--- Assignment ---
Go through the material and pull out every line with the string "roads" in it.

--- Provided data ---

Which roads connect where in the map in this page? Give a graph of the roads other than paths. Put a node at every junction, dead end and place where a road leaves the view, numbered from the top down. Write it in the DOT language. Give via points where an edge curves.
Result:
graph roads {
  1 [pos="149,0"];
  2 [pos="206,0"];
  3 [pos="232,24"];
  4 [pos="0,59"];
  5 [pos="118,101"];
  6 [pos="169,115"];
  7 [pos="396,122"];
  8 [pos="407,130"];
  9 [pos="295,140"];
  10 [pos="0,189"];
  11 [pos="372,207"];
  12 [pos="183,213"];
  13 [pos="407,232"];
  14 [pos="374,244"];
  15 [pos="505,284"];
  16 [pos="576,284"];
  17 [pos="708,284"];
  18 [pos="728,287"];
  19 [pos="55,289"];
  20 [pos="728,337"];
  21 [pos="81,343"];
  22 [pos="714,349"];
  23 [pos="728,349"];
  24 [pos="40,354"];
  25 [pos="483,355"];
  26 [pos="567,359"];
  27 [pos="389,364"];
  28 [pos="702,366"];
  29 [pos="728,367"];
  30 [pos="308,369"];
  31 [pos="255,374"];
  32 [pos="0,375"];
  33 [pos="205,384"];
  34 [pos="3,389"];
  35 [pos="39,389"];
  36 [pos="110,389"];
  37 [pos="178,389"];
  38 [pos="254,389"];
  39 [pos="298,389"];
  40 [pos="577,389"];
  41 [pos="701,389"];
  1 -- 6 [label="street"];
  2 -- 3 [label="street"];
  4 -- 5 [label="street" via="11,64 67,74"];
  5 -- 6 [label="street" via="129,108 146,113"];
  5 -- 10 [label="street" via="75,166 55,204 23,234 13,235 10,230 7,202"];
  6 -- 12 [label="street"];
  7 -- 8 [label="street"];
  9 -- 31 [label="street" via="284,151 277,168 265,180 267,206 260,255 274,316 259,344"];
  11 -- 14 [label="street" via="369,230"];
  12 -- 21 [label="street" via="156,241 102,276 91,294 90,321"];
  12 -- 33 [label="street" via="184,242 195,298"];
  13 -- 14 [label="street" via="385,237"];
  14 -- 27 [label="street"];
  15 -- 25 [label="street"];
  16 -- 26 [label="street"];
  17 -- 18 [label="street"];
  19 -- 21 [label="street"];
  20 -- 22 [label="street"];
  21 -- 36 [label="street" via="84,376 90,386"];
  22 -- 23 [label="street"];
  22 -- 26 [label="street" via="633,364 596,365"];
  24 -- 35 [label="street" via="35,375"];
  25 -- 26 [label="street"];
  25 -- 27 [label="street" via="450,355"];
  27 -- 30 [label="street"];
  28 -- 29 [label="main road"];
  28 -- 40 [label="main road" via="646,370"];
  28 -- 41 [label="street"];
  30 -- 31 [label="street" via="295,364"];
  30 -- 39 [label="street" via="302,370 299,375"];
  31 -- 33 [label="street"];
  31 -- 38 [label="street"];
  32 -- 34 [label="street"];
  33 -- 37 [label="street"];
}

--- Answer section ---
Which roads connect where in the map in this page? Give a graph of the roads other than paths. Put a node at every junction, dead end and place where a road leaves the view, numbered from the top down. Write it in the DOT language. Give via points where an edge curves.
graph roads {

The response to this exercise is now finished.